Bishop Palmer, pope's Pentecostal friend, dies in motorcycle accident

The Pentecostal bishop who used his iPhone to film a video of Pope Francis addressing other Pentecostals died Sunday after a motorcycle accident.

Bishop Tony Palmer, whom Pope Francis referred to as his friend, was riding the motorcycle when he crashed head-on with a car traveling in the wrong lane, according to Ian Findlay, principal of Embassy Bible College in Bath, England.

Palmer, a member of the independent Communion of Evangelical Episcopal Churches, "was airlifted to [the] hospital and was in [the operating] theater for 10 hours, but the doctors could not save him," Findlay told Catholic News Service in a telephone interview Monday.

The bishop served as the dean of the Bible college and was "a very dear friend," Findlay said. "I'm praying the fruits of his ministry," particularly his promotion of ecumenical cooperation, will continue.

Findlay said the bishop was in his early 50s and leaves behind a wife and two teenage children. As of Monday, funeral arrangements were pending.

Palmer, who was born in the United Kingdom and grew up in South Africa, was co-founder of The Ark Community, which describes itself as "an internet-based, interdenominational" Christian community. Previously he served as the director of the South Africa office of Kenneth Copeland Ministries, a U.S.-based Pentecostal group offering mega-prayer meetings around the world.

Pope Francis' iPhone video message, which Palmer filmed in January, was addressed to participants in a conference sponsored by Kenneth Copeland Ministries.

Addressing Palmer as "my brother, a bishop-brother" and saying they had "been friends for years," the pope spoke of his longing for Christian unity and his confidence that God would bring about the miracle of Christian unity.

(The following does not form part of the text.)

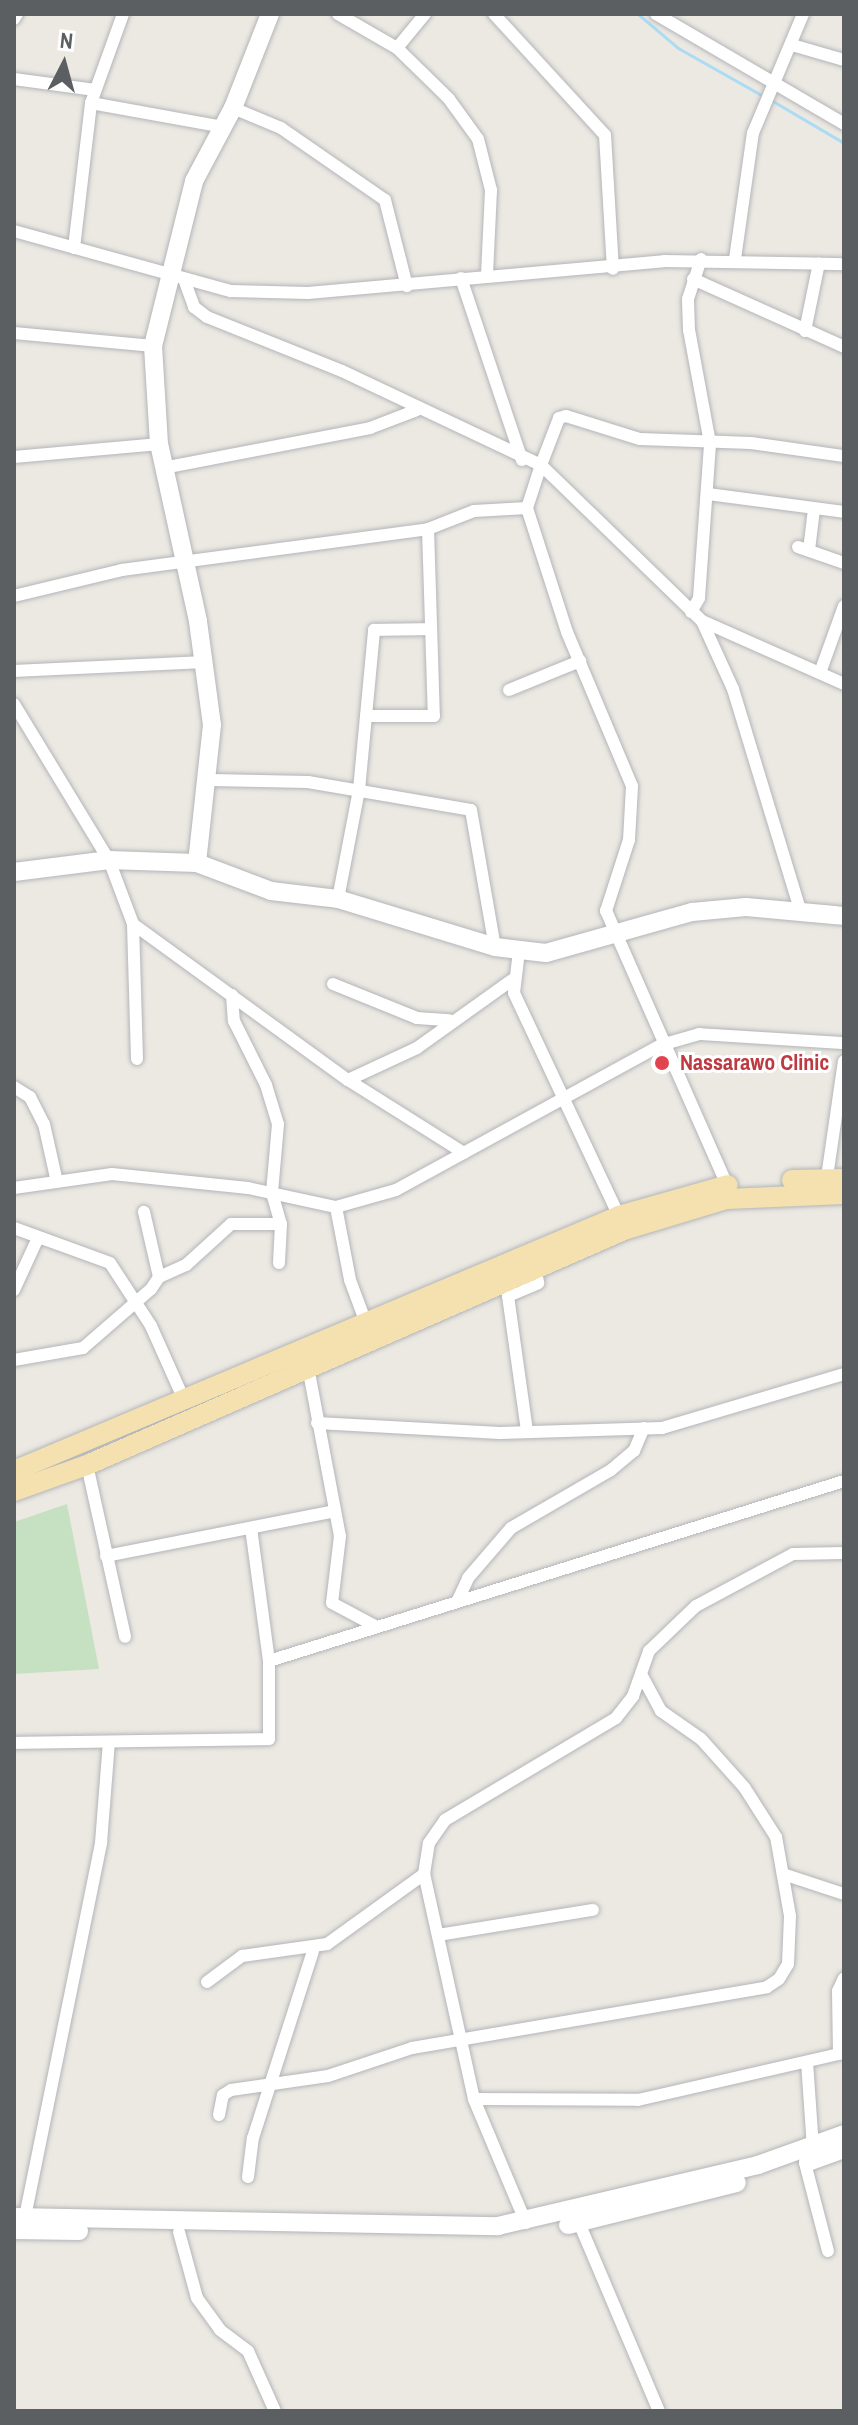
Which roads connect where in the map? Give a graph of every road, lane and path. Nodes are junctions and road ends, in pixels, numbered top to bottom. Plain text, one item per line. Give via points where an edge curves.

"Let us allow our longing to increase so that it propels us to find each other, embrace each other and to praise Jesus Christ as the only Lord of history," the pope said.

Soon after Pope Francis' election, Palmer was interviewed for the website of Kenneth Copeland Ministries. He said he had met the future Pope Francis in Buenos Aires, Argentina, in 2008 when he sought the then-archbishop's permission to work with charismatic Catholics in the city.

Palmer met the pope again in late June, along with a group of other Pentecostal and evangelical pastors. At that meeting, Pope Francis announced his intention to visit the church of another Pentecostal pastor he'd meet in Buenos Aires, Giovanni Traettino. The pope is scheduled to make a private visit July 28 to Traettino's church in Caserta, 130 miles south of Rome.